3月29日(日)にフォトジャーナリスト、豊田直巳さんの講演会を開催しました。

参加者は約60人。いつものように平均年齢は高めでしたが、なかには小学生くらいの子どもと一緒に参加してくださった方も数人いらっしゃいました。
豊田さんは長年取材してきた海外の紛争地や原発事故後の福島の写真や映像をプロジェクタで見せながら、私たち参加者に次から次へ「この現実をどう考えるか?」と投げかけました。どれも現地に行って確かめて初めてわかる現実、あるいは意図的に作られた真実の裏にある真相です。
内容は子どもにはむずかしいところもあったかもしれませんが、豊田さんの目を通して写しとられた写真や映像は素直な子どもの視覚や心にこそ訴える力があったかもしれませんね。
講演の終盤、日本が大戦中に作っていた毒ガス兵器を、終戦とともに「なかったことにしよう」と国内の海や湖(北海道の屈斜路湖とか)に捨て証拠隠滅したり、中国にも遺棄してきた話をされました。しかし、毒ガスを作っていた大久野島(広島県竹原市)では今でも水にヒ素が含まれているし、何十年も経た現在、中国では経済成長が進む中で残存する化学兵器による事故の被害も出ているとのこと。日本でも子どもが残存化学兵器に由来するヒ素が含まれている水を飲んで被害にあったそうです。
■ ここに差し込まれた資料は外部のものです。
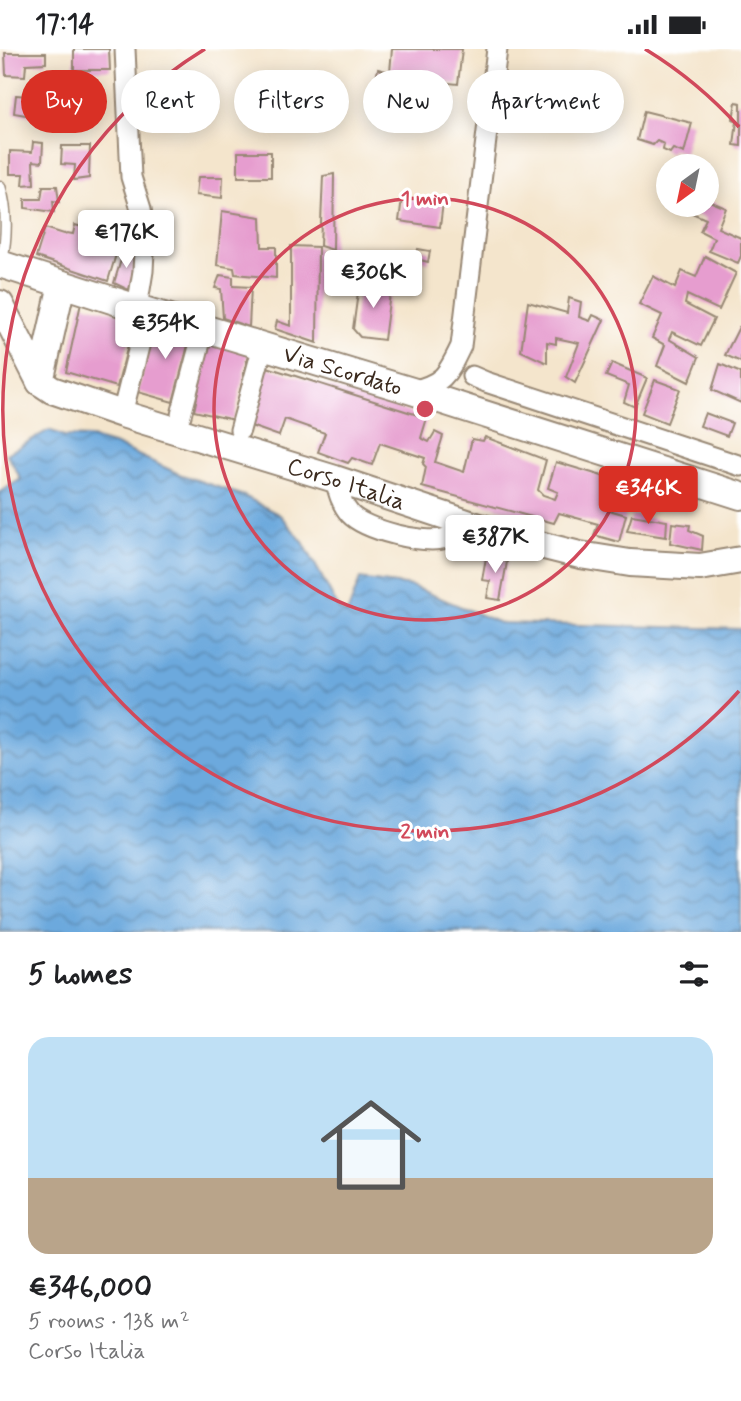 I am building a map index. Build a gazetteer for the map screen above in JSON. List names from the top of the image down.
{
  "streets": {
    "street": ["Via Scordato", "Corso Italia"]
  },
  "north": "bottom left",
  "page": {
    "status": "17:14",
    "chip": [
      "Buy",
      "Rent",
      "Filters",
      "New",
      "Apartment"
    ],
    "price": [
      "€176K",
      "€306K",
      "€354K",
      "€346K",
      "€387K"
    ],
    "heading": "5 homes",
    "list": [
      {
        "name": "€346,000",
        "note": "5 rooms · 138 m² · Corso Italia"
      }
    ]
  },
  "rings": ["1 min", "2 min"]
} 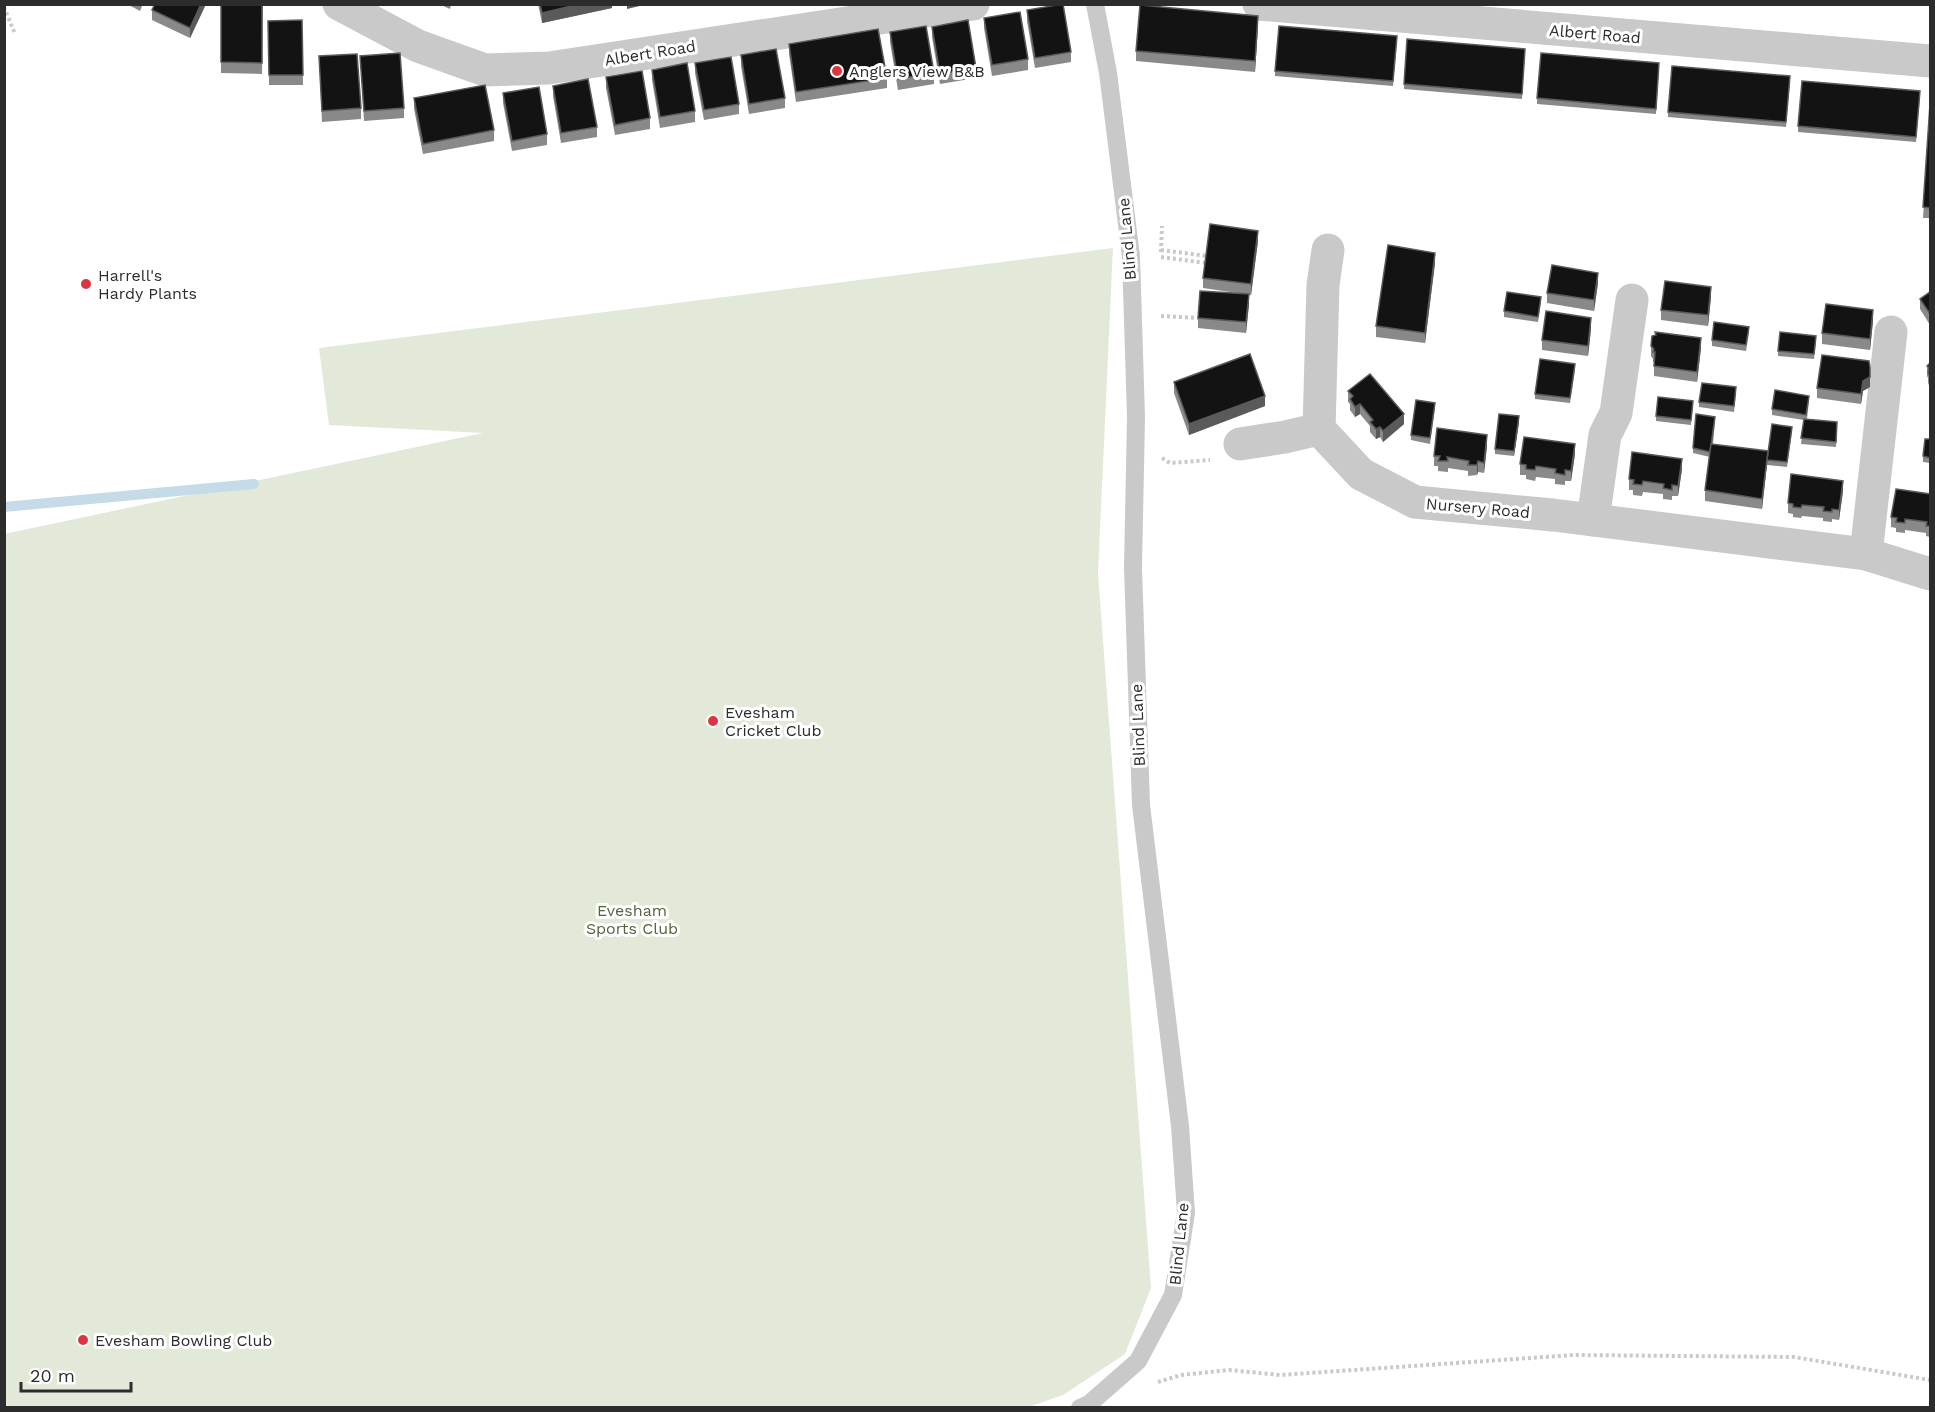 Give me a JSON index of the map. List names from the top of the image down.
{
  "streets": {
    "street": ["Albert Road", "Nursery Road"],
    "lane": ["Blind Lane"]
  },
  "parks": ["Evesham Sports Club"],
  "places": [
    "Anglers View B&B",
    "Harrell's Hardy Plants",
    "Evesham Cricket Club",
    "Evesham Bowling Club"
  ],
  "scale_bar": "20 m"
} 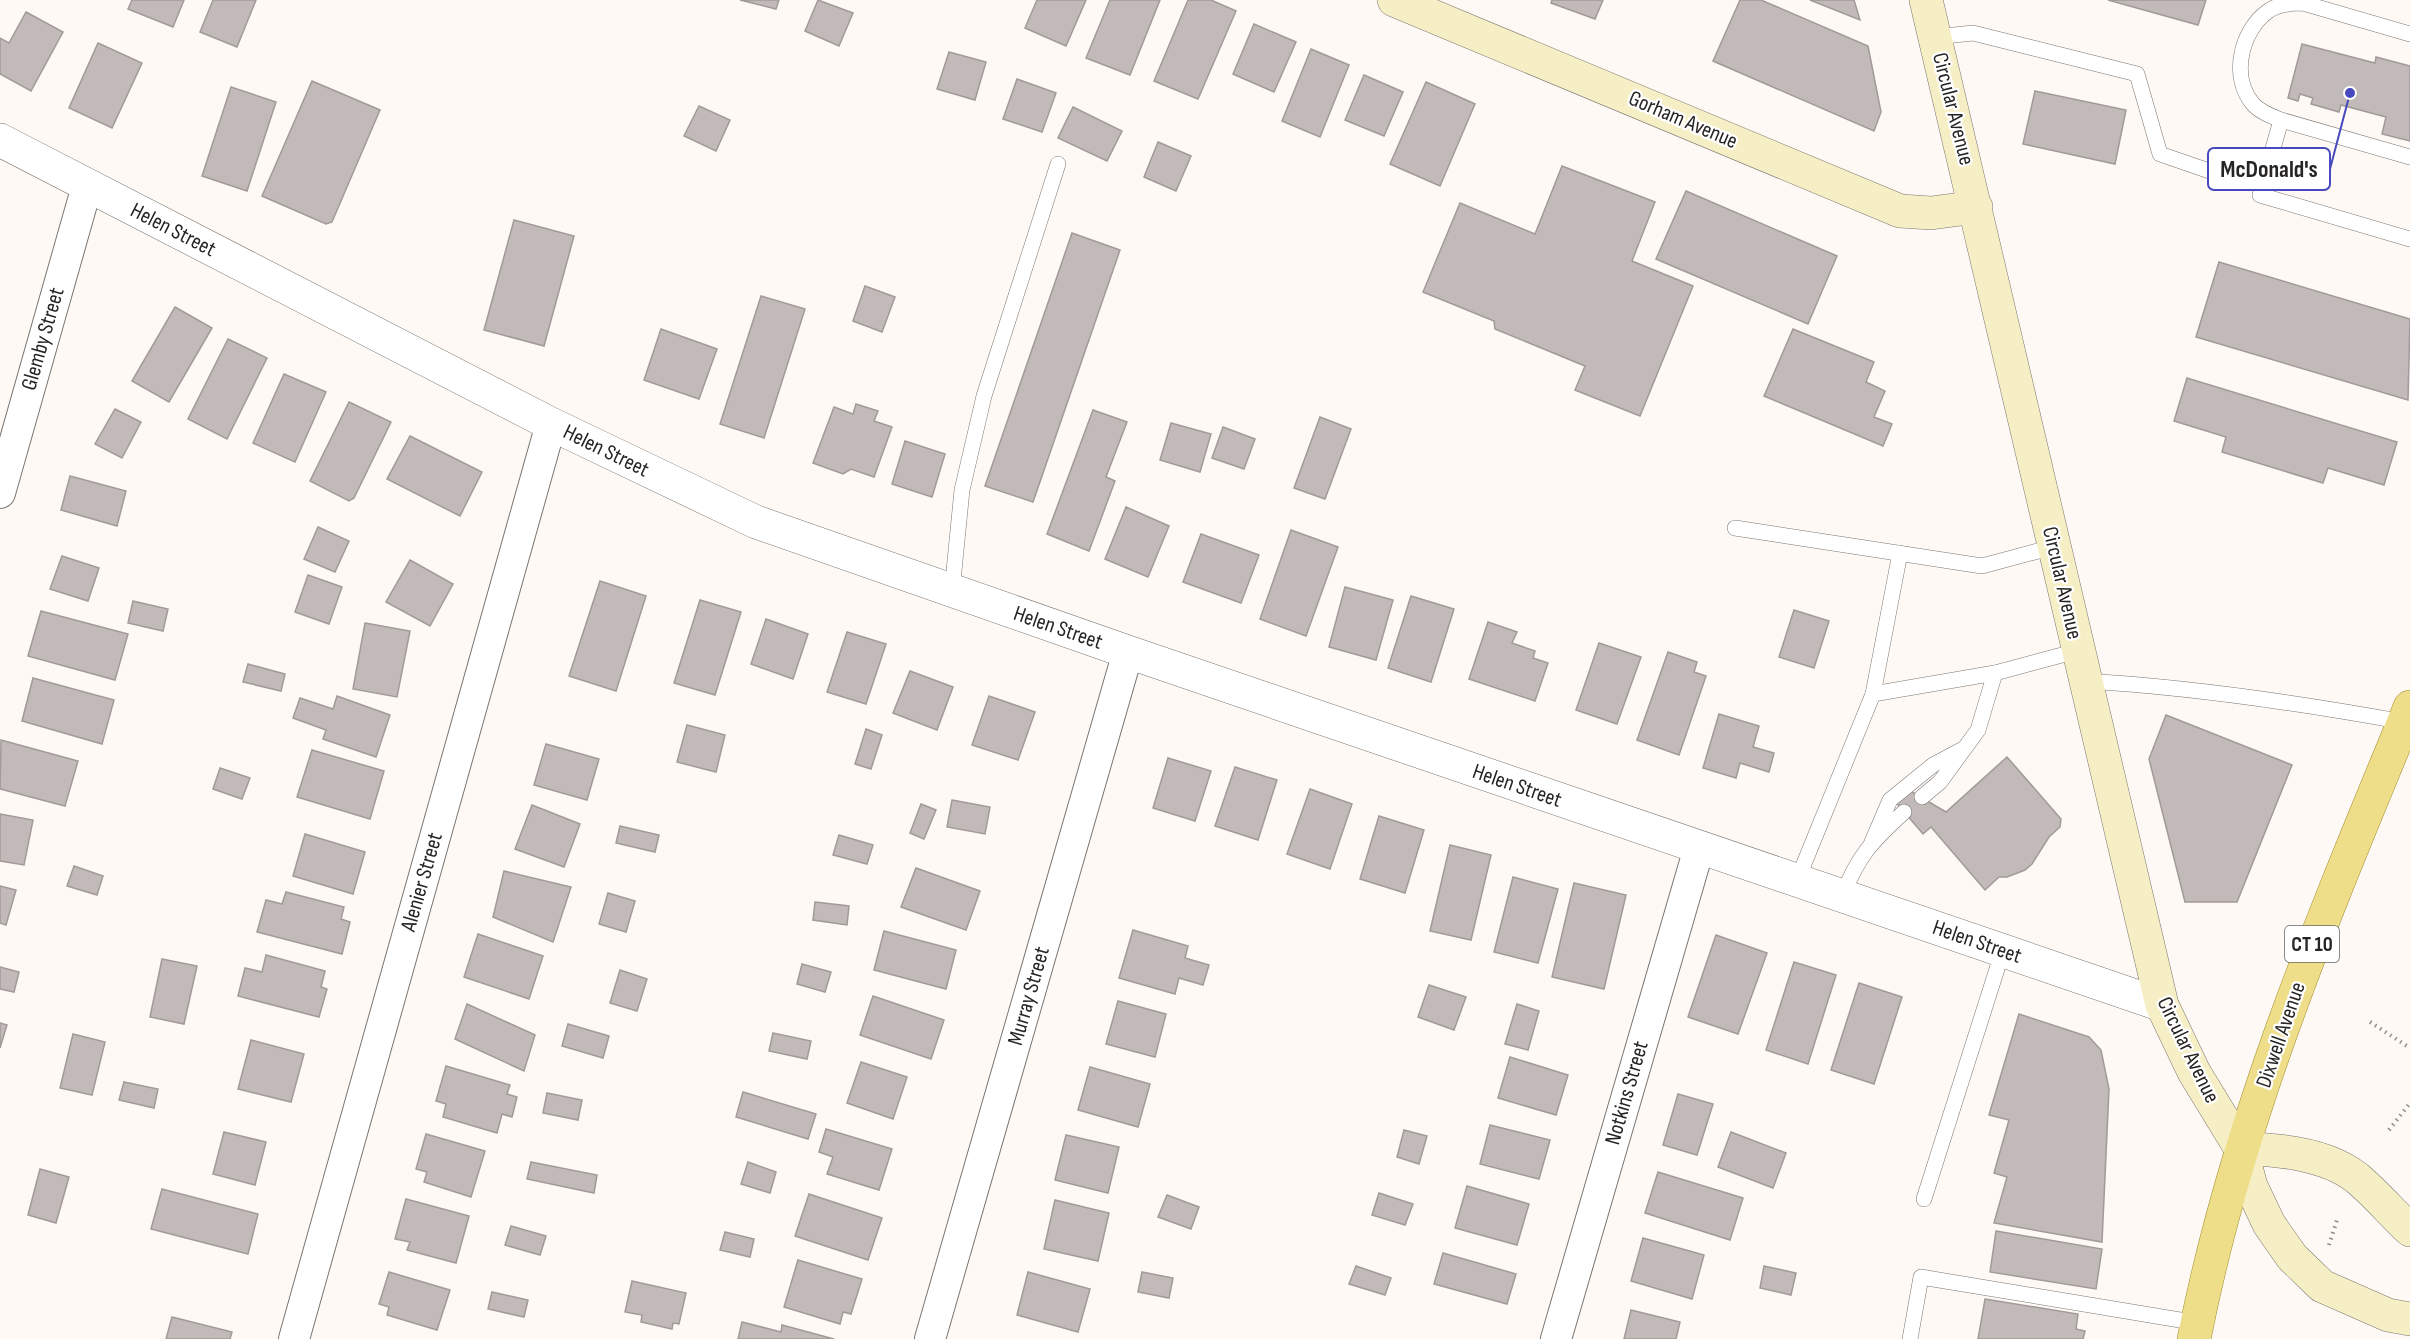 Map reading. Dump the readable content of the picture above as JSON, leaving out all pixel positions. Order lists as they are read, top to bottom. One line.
{"streets":{"main road":["Circular Avenue","Gorham Avenue","CT 10","Dixwell Avenue"],"street":["Helen Street","Glemby Street","Alenier Street","Murray Street","Notkins Street"]},"crossings":[["Circular Avenue","Gorham Avenue"],["Circular Avenue","Helen Street"],["Circular Avenue","Dixwell Avenue"],["Helen Street","Glemby Street"],["Helen Street","Alenier Street"],["Helen Street","Murray Street"],["Helen Street","Notkins Street"]],"places":["McDonald's"]}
以下の新聞記事にもありますが、「秘密のつけは時代や国境を越えて広がっていく」という豊田さんの言葉が説得力をもって心に響きました。

テレビと新聞が取材に来ました。同じジャーナリストとして関心もあったからでしょうか、2時間の講演の最後のほうまでじっくり聴いたうえでそれぞれの着眼点で内容をまとめてくださっています。
当日のKNBとNHKのニュースで流れ、翌日の北陸中日新聞と富山新聞に掲載されました。

北陸中日新聞2015年3月30日

富山新聞2015年3月30日


豊田直巳さん講演会
「フォトジャーナリストが語る日本の現在(いま)
  ~イラク、フクシマ取材現場と特定秘密保護法~」


◎講師:豊田直巳[とよだ・なおみ]
 フォトジャーナリスト、秘密保護法違憲訴訟原告

◎時間&会場:
14:00~16:00 サンシップとやま 701号室

◎参加費:一般 1,000円、大学生 500円(高校生以下は無料)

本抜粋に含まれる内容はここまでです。